Pick out each line below containing "امين".

BEGIN DATA IN THIS EXERCISE

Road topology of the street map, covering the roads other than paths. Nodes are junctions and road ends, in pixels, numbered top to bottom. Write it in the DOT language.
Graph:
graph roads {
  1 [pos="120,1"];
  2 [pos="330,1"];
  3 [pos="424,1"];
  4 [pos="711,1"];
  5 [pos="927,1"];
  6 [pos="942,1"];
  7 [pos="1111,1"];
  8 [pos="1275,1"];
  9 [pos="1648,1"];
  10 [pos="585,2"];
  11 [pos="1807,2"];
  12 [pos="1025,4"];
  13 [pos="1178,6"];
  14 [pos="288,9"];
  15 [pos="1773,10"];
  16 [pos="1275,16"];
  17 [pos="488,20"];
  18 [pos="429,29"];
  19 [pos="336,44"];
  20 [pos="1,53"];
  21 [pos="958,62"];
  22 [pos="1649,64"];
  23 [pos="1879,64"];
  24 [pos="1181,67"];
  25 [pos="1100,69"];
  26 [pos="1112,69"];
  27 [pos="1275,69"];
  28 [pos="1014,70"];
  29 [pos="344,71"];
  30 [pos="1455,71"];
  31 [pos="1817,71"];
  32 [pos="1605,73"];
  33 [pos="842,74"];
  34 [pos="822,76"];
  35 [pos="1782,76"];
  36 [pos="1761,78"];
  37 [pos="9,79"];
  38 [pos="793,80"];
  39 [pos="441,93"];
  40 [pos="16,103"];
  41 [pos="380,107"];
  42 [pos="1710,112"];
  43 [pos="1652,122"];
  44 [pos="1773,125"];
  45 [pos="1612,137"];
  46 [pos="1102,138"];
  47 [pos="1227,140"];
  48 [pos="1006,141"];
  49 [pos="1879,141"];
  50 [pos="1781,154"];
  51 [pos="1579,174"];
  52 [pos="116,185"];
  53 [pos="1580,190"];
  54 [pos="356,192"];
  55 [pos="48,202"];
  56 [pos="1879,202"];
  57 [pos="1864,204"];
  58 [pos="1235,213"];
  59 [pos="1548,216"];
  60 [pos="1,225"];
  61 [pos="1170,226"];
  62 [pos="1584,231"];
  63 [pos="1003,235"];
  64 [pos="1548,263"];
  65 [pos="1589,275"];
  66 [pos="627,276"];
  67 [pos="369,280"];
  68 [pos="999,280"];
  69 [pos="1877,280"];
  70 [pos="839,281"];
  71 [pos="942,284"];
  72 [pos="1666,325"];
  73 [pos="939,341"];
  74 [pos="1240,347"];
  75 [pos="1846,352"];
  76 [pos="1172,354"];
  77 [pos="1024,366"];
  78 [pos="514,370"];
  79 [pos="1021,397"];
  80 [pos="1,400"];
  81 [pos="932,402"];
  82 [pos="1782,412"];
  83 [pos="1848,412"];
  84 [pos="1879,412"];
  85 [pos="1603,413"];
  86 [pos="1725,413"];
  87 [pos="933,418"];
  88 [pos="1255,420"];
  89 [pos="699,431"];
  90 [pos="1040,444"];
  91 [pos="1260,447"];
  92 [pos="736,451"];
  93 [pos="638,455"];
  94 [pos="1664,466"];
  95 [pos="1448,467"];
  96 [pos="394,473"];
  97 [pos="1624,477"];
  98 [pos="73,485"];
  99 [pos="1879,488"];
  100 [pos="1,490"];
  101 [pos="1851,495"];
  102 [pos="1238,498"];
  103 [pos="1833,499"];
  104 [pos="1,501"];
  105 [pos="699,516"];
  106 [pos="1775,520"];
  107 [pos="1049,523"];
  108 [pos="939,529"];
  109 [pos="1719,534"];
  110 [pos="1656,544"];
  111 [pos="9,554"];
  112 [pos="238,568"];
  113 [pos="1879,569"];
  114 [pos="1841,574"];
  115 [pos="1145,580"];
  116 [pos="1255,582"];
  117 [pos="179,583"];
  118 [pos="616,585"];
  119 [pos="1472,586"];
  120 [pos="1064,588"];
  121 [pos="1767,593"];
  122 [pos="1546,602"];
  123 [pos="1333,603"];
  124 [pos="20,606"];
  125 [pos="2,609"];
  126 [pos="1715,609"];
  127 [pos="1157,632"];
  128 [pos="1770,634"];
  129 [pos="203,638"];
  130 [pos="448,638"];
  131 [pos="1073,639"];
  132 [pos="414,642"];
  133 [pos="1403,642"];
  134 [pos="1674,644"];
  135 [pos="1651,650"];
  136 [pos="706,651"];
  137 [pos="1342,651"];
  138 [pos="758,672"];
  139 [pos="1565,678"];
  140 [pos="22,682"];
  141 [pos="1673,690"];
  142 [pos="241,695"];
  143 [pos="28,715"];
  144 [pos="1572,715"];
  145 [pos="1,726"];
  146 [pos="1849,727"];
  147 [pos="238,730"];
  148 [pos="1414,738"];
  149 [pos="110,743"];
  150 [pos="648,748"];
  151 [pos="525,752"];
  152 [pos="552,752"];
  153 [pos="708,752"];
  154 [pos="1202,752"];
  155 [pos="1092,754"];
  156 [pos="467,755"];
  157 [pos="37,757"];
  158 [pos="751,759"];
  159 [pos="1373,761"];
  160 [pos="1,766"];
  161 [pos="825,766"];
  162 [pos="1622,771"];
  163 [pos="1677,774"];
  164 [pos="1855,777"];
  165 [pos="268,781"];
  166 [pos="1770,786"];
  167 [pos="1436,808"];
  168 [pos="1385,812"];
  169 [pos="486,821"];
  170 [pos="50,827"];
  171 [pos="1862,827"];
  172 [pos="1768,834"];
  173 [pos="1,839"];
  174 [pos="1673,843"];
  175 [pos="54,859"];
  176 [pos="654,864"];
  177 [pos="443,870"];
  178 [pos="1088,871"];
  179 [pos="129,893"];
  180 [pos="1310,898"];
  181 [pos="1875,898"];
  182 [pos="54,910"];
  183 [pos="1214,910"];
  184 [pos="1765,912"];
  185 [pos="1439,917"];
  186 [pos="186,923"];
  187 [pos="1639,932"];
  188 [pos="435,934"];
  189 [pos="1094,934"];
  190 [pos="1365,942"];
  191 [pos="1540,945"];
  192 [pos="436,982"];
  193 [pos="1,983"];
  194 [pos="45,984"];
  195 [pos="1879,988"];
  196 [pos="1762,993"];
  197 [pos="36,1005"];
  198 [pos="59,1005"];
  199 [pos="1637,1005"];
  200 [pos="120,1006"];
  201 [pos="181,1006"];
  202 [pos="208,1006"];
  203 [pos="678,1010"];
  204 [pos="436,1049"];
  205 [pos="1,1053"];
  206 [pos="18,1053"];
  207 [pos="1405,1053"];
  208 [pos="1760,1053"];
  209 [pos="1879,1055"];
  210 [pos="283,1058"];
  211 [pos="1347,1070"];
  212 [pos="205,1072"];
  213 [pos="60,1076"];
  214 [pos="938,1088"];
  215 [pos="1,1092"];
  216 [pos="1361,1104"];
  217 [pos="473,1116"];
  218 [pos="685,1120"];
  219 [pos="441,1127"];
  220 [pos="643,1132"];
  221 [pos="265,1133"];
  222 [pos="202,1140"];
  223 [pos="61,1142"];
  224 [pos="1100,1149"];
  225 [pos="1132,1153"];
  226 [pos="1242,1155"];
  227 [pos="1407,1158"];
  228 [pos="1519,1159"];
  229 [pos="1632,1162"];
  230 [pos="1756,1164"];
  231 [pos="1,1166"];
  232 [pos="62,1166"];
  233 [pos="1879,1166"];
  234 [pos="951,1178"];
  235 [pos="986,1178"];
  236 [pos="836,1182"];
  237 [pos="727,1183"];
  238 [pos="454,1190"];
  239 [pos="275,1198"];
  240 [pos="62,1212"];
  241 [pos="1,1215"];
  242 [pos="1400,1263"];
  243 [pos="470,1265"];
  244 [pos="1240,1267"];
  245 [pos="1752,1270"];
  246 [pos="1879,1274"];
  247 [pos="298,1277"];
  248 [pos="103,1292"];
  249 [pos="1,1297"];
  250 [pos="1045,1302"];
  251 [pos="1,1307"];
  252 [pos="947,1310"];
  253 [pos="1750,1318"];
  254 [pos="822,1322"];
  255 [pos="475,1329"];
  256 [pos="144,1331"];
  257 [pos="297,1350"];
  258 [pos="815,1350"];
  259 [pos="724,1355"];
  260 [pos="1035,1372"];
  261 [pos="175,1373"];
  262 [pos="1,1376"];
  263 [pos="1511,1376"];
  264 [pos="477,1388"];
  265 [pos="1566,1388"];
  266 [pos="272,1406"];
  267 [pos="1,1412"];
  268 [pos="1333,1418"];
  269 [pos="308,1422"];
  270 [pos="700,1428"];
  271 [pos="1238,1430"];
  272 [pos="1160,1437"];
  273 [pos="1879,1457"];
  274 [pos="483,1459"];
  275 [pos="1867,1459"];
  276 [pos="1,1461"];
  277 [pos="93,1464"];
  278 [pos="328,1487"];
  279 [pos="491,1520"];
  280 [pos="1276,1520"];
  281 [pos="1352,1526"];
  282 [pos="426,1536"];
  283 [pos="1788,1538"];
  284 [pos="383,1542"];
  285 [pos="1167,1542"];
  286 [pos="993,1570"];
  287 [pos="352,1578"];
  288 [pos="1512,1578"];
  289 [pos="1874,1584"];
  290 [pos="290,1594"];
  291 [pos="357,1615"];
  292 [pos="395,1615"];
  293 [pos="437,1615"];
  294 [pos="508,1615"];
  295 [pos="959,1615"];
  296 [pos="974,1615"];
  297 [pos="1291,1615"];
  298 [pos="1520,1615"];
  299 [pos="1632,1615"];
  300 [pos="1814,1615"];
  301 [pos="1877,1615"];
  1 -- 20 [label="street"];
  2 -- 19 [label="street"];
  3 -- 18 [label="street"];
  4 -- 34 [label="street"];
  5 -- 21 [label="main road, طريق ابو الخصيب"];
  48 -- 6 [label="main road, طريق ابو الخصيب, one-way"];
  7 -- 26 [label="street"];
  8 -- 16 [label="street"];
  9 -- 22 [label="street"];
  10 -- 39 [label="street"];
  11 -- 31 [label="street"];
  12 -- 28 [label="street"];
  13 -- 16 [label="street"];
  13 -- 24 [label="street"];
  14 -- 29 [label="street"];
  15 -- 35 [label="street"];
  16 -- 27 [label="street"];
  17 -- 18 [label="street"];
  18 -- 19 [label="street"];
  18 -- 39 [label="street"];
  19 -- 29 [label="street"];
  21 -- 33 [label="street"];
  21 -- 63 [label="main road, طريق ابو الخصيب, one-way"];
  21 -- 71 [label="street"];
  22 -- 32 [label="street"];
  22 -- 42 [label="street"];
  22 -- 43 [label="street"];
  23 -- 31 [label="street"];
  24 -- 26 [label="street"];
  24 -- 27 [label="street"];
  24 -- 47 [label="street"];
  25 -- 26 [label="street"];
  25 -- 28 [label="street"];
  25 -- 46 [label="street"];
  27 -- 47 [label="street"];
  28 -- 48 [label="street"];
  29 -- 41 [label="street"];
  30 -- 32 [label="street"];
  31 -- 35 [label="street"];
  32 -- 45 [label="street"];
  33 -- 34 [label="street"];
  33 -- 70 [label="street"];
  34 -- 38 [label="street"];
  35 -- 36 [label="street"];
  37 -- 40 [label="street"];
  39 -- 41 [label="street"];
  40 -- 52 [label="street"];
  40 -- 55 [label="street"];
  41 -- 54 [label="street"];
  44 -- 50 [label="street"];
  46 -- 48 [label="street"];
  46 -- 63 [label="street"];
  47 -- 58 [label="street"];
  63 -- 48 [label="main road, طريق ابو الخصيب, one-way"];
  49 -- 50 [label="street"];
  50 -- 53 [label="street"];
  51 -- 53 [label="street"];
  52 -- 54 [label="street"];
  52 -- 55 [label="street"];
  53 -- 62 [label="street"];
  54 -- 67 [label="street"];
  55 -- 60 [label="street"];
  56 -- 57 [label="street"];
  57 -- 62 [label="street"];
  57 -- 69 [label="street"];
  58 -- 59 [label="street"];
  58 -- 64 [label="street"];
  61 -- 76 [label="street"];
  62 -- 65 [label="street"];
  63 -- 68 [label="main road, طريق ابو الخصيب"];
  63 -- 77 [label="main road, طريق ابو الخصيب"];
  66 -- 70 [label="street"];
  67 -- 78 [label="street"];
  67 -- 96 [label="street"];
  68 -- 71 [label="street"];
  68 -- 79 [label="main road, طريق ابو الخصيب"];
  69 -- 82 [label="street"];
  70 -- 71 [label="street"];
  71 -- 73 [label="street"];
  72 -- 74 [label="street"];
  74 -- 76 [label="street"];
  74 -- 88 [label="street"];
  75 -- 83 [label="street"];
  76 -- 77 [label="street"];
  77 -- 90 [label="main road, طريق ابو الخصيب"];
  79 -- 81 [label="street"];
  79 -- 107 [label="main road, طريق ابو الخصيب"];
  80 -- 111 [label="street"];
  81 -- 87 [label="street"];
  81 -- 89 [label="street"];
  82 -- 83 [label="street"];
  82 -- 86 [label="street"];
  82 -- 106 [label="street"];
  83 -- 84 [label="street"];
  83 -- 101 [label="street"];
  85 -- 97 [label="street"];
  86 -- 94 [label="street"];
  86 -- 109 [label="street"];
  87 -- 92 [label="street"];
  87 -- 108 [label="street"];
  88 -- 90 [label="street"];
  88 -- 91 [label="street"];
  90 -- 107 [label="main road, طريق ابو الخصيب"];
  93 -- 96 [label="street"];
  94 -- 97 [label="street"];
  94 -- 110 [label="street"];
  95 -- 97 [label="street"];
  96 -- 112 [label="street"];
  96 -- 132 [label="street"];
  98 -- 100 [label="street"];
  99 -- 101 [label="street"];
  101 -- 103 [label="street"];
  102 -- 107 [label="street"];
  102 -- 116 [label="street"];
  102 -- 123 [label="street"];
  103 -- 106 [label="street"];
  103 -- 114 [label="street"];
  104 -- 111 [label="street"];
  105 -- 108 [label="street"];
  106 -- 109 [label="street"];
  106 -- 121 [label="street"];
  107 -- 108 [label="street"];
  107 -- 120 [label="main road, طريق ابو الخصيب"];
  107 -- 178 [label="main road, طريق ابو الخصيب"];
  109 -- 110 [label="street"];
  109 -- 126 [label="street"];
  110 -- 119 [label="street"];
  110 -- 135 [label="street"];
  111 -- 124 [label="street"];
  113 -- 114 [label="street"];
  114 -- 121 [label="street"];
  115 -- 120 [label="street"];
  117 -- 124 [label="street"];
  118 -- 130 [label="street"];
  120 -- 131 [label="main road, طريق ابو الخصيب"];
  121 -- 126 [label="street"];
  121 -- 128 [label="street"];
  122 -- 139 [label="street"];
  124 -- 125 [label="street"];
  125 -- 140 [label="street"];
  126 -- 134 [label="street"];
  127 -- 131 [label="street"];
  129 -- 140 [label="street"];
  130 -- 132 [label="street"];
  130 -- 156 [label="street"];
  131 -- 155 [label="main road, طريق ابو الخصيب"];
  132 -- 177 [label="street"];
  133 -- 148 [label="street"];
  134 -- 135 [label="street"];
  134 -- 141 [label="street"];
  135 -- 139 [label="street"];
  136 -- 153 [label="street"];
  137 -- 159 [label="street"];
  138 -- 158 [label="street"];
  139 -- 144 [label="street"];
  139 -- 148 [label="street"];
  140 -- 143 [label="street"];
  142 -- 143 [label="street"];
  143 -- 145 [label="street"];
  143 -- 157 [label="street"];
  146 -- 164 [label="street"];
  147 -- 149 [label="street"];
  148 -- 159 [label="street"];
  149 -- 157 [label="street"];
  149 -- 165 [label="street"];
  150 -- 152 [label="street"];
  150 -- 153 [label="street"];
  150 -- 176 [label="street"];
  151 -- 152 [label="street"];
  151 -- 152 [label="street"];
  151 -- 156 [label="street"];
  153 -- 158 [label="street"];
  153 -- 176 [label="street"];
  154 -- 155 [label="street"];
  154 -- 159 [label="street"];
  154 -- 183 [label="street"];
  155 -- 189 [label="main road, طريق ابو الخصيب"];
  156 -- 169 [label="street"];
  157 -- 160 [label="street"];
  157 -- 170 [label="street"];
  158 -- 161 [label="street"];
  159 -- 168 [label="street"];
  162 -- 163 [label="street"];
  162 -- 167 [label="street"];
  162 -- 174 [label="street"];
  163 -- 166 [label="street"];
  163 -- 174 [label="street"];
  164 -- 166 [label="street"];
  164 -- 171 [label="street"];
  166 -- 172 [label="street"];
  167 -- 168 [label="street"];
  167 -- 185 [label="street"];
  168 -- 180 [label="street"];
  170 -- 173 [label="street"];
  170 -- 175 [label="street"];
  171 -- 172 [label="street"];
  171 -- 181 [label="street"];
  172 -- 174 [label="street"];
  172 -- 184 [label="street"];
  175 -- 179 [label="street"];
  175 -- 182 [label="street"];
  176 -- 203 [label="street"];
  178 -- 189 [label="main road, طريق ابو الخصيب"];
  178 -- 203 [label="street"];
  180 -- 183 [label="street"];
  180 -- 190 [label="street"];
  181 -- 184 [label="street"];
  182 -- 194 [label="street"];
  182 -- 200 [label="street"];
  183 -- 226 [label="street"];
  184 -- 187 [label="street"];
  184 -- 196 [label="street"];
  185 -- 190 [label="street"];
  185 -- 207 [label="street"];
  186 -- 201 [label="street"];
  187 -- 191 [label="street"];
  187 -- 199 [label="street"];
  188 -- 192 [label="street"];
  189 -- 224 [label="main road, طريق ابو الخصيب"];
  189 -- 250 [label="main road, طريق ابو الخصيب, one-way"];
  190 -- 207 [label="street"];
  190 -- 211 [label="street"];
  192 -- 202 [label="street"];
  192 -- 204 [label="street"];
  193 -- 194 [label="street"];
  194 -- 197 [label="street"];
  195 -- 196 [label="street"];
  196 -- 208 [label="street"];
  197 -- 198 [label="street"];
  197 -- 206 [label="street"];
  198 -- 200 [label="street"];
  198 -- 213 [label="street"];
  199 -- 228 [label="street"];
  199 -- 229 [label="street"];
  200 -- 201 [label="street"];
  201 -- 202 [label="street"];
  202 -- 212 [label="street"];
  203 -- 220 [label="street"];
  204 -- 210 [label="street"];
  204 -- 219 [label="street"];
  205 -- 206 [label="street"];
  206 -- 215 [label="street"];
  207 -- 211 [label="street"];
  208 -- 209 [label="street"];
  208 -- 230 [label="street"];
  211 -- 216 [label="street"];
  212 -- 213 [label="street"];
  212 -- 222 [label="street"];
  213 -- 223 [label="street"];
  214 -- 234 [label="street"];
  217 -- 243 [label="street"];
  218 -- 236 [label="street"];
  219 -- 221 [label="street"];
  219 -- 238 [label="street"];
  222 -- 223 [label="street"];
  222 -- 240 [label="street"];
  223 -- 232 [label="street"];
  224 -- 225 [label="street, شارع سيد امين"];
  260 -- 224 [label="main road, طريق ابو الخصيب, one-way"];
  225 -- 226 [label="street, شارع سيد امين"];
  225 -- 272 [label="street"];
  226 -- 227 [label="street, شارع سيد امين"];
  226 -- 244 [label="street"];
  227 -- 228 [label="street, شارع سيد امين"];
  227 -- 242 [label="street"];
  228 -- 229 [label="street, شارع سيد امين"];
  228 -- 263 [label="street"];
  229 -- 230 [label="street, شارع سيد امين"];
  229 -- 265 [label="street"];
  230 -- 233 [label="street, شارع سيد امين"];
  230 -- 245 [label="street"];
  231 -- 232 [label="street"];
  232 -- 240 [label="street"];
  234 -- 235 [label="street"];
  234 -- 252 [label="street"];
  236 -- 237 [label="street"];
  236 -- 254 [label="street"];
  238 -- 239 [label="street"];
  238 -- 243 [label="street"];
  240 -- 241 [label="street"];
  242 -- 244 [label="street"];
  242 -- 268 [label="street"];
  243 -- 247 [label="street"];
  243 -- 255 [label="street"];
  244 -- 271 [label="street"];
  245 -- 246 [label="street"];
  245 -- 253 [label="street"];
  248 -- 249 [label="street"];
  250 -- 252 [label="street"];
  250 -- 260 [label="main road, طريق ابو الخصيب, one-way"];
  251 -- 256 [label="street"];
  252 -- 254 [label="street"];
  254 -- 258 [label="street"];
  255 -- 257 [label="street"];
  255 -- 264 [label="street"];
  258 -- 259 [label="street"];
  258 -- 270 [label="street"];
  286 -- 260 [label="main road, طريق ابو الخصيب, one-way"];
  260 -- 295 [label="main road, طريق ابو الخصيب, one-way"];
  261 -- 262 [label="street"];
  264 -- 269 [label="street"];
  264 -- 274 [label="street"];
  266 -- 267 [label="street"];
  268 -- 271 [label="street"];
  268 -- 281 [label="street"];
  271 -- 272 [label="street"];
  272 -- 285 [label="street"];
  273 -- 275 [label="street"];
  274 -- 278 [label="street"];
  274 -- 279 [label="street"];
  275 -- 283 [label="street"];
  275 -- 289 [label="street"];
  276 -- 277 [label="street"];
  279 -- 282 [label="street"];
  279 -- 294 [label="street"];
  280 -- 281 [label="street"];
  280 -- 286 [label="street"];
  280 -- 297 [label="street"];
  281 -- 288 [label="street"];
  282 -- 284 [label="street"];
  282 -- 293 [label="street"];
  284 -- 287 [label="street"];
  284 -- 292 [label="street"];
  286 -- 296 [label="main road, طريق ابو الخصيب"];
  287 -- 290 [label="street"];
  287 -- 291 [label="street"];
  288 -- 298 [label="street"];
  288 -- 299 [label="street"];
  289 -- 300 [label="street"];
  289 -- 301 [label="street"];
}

END DATA IN THIS EXERCISE

■ TASK RESPONSE:
  224 -- 225 [label="street, شارع سيد امين"];
  225 -- 226 [label="street, شارع سيد امين"];
  226 -- 227 [label="street, شارع سيد امين"];
  227 -- 228 [label="street, شارع سيد امين"];
  228 -- 229 [label="street, شارع سيد امين"];
  229 -- 230 [label="street, شارع سيد امين"];
  230 -- 233 [label="street, شارع سيد امين"];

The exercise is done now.